**The problem**
Print out all of the records exactly; no picture belongs in the result.

**Supplied information**
= = = = = = =
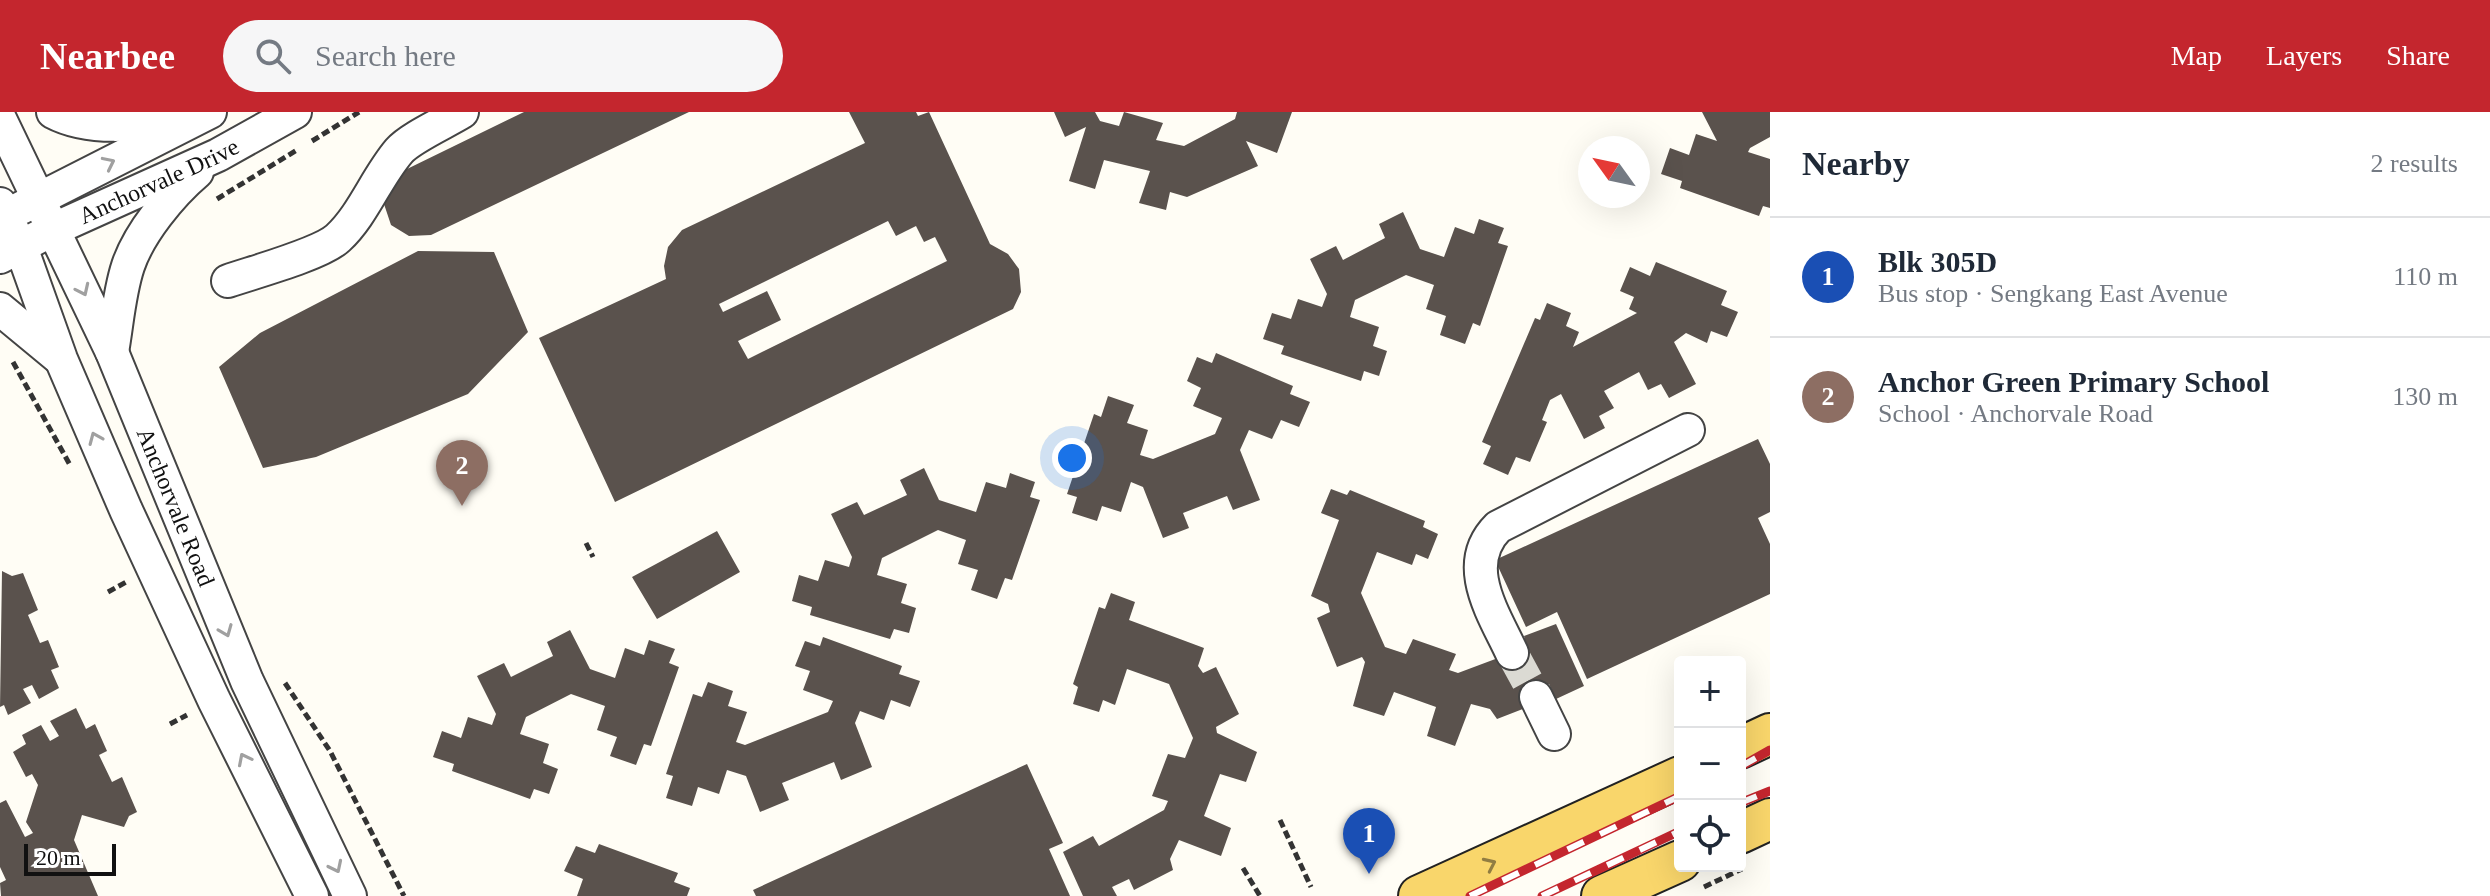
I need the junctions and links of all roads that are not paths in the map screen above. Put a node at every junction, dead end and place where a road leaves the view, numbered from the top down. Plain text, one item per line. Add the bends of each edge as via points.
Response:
1 (53, 112) edge
2 (295, 112) edge
3 (462, 112) edge
4 (207, 114) edge
5 (0, 119) edge
6 (218, 155) junction
7 (40, 198) junction
8 (2, 213) edge
9 (54, 229) junction
10 (10, 252) edge
11 (228, 281) dead end
12 (0, 309) edge
13 (112, 352) junction
14 (61, 359) junction
15 (1688, 430) dead end
16 (1512, 653) tunnel mouth
17 (1536, 697) tunnel mouth
18 (1554, 734) dead end
19 (1770, 734) edge
20 (1746, 745) edge
21 (1674, 780) edge
22 (1770, 819) edge
23 (1748, 848) edge
24 (1690, 875) edge
25 (312, 896) edge
26 (350, 896) edge
27 (1419, 896) edge
28 (1602, 896) edge

1 - 4 street via 127,126
2 - 6 street, Anchorvale Drive
3 - 11 street via 401,148 337,239
7 -> 4 street, Anchorvale Drive
5 - 7 street, Anchorvale Road
6 - 9 street, Anchorvale Drive
6 - 13 street via 181,186 136,247 127,268
7 - 8 street, Anchorvale Drive
7 - 9 street, Anchorvale Road
8 - 10 street, Anchorvale Road
9 - 10 street, Anchorvale Drive
9 -> 13 street, Anchorvale Road
10 - 14 street, Anchorvale Road
12 - 14 street
13 -> 26 street, Anchorvale Road via 247,681
25 -> 14 street, Anchorvale Road via 214,700
15 - 16 street via 1491,534 1483,548 1482,587
17 - 18 street
19 - 20 main road
27 -> 21 main road
22 - 23 main road
24 - 28 main road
= = = = = = =
**Reply**
I need the junctions and links of all roads that are not paths in the map screen above. Put a node at every junction, dead end and place where a road leaves the view, numbered from the top down. Plain text, one item per line. Add the bends of each edge as via points.
Response:
1 (53, 112) edge
2 (295, 112) edge
3 (462, 112) edge
4 (207, 114) edge
5 (0, 119) edge
6 (218, 155) junction
7 (40, 198) junction
8 (2, 213) edge
9 (54, 229) junction
10 (10, 252) edge
11 (228, 281) dead end
12 (0, 309) edge
13 (112, 352) junction
14 (61, 359) junction
15 (1688, 430) dead end
16 (1512, 653) tunnel mouth
17 (1536, 697) tunnel mouth
18 (1554, 734) dead end
19 (1770, 734) edge
20 (1746, 745) edge
21 (1674, 780) edge
22 (1770, 819) edge
23 (1748, 848) edge
24 (1690, 875) edge
25 (312, 896) edge
26 (350, 896) edge
27 (1419, 896) edge
28 (1602, 896) edge

1 - 4 street via 127,126
2 - 6 street, Anchorvale Drive
3 - 11 street via 401,148 337,239
7 -> 4 street, Anchorvale Drive
5 - 7 street, Anchorvale Road
6 - 9 street, Anchorvale Drive
6 - 13 street via 181,186 136,247 127,268
7 - 8 street, Anchorvale Drive
7 - 9 street, Anchorvale Road
8 - 10 street, Anchorvale Road
9 - 10 street, Anchorvale Drive
9 -> 13 street, Anchorvale Road
10 - 14 street, Anchorvale Road
12 - 14 street
13 -> 26 street, Anchorvale Road via 247,681
25 -> 14 street, Anchorvale Road via 214,700
15 - 16 street via 1491,534 1483,548 1482,587
17 - 18 street
19 - 20 main road
27 -> 21 main road
22 - 23 main road
24 - 28 main road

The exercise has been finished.